Minority Report: California's ZEV White Paper

By Bill Moore

Posted: 22 Jan 2010

The staff of California's Air Resources Board asked for an independent scientific review of its White Paper entitled, Summary of Staff’s Preliminary Assessment of the Need for Revisions to the Zero Emission Vehicle Regulation, along with a trio of supplemental attachments [listed here]. They invited four subject matter experts to offer their perspectives: those experts included Dr. Menahem Anderman, Dr. David Green, Dr. Joan Ogden and Dr. Giorgio Rizzoni, whom I had the pleasure to meeting last week in Columbus, Ohio.

The catalyst for ARB's review is to review the current status of the state's long-debated Zero Emission Vehicle regulation, which was first promulgated in 1991 and almost immediately came under severe scrutiny and attack. As a result, the regulation evolved over time to incorporate a host of vehicle technologies from PZEVs to ZEVs: partial zero emission vehicles to zero emission vehicles, the latter originally envisioned as battery electric cars, but subsequently modified to include fuel cell vehicles.

With the evolution of both technology and the definition of what constitutes harmful air emissions, which now includes carbon dioxide and related green house gases associated with global climate change, ARB decided in 2009 that its current ZEV policy needed updating and, if necessary, revision; hence the aforementioned White Paper.

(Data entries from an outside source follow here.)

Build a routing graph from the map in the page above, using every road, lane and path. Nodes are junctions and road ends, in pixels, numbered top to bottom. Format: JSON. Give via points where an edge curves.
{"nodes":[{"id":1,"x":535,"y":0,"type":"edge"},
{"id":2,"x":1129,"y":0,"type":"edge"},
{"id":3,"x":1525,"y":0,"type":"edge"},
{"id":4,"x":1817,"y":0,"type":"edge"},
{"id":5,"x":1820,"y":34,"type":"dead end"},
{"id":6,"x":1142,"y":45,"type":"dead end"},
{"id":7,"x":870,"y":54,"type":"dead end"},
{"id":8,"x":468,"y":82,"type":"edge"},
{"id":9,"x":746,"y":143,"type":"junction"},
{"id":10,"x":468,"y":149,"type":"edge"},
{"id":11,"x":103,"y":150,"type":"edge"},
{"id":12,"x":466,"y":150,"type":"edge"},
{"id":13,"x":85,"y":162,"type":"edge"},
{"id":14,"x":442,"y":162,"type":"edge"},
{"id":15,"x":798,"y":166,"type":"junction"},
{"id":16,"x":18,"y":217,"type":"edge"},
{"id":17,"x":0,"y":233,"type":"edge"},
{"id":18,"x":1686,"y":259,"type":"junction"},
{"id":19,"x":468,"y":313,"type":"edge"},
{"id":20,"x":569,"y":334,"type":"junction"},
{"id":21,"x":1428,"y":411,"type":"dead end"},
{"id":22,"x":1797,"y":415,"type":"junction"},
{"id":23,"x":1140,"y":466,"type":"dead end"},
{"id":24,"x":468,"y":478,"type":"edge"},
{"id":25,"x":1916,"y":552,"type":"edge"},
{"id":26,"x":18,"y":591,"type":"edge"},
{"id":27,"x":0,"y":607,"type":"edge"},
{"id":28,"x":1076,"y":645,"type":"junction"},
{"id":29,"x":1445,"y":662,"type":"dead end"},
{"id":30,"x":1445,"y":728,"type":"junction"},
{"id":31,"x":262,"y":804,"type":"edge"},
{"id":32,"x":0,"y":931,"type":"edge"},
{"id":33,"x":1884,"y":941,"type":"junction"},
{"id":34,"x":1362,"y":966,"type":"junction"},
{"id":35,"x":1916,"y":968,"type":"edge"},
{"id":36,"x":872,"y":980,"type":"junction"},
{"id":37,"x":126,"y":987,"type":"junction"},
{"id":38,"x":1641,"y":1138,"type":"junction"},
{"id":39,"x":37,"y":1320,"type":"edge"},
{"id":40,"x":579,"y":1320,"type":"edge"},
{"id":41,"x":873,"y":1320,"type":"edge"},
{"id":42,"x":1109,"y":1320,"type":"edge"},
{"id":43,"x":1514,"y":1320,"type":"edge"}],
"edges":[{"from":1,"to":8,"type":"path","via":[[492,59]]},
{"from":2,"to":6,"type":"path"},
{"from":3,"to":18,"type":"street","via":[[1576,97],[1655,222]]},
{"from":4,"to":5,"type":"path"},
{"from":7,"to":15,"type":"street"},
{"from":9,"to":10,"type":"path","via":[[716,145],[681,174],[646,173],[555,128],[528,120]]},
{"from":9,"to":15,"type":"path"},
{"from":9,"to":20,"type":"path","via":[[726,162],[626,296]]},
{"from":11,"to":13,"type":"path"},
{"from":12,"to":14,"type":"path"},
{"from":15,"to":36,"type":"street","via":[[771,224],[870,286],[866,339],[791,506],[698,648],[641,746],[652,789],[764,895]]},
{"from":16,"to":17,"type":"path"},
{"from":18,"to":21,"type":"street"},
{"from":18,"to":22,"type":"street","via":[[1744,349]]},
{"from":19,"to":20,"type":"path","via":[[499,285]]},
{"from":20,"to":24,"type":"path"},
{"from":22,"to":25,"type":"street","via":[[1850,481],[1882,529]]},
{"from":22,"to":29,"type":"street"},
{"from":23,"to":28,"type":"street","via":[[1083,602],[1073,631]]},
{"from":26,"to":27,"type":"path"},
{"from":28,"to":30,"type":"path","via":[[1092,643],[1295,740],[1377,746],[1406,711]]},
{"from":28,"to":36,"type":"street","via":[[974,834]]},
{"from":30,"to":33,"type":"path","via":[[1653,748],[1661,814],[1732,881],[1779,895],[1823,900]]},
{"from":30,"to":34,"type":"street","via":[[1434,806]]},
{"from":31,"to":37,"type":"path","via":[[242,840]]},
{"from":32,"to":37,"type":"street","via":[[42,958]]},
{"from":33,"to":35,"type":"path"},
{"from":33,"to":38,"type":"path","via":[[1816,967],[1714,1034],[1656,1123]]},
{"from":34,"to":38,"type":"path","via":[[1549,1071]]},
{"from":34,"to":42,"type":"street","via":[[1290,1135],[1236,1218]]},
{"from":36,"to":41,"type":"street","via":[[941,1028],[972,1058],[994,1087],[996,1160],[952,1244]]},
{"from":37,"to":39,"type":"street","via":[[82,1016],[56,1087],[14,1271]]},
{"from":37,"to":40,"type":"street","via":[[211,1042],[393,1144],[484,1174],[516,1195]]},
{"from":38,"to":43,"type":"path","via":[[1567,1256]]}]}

Since the introduction of the ZEV mandate, which sought to reduce levels of ozone-forming gases that create harmful smog, the ban of most California communities, both the technology and policy landscape have changed. No longer is smog the primary driving factor. Now oil dependency and climate change have been legislated into the mix and both are now manifest in the State's legal responsibility to reduce its CO2 emissions by 80% by 2050, with much of the burden being placed on the transportation sector, which ARB's staff envisions being completely zero emission by 2050 with a vehicle fleet that is entirely powered by either batteries or fuel cells as depicted in the 2054 Lexus featured in the 2002 Tom Cruise scifi flick, Minority Report, pictured above.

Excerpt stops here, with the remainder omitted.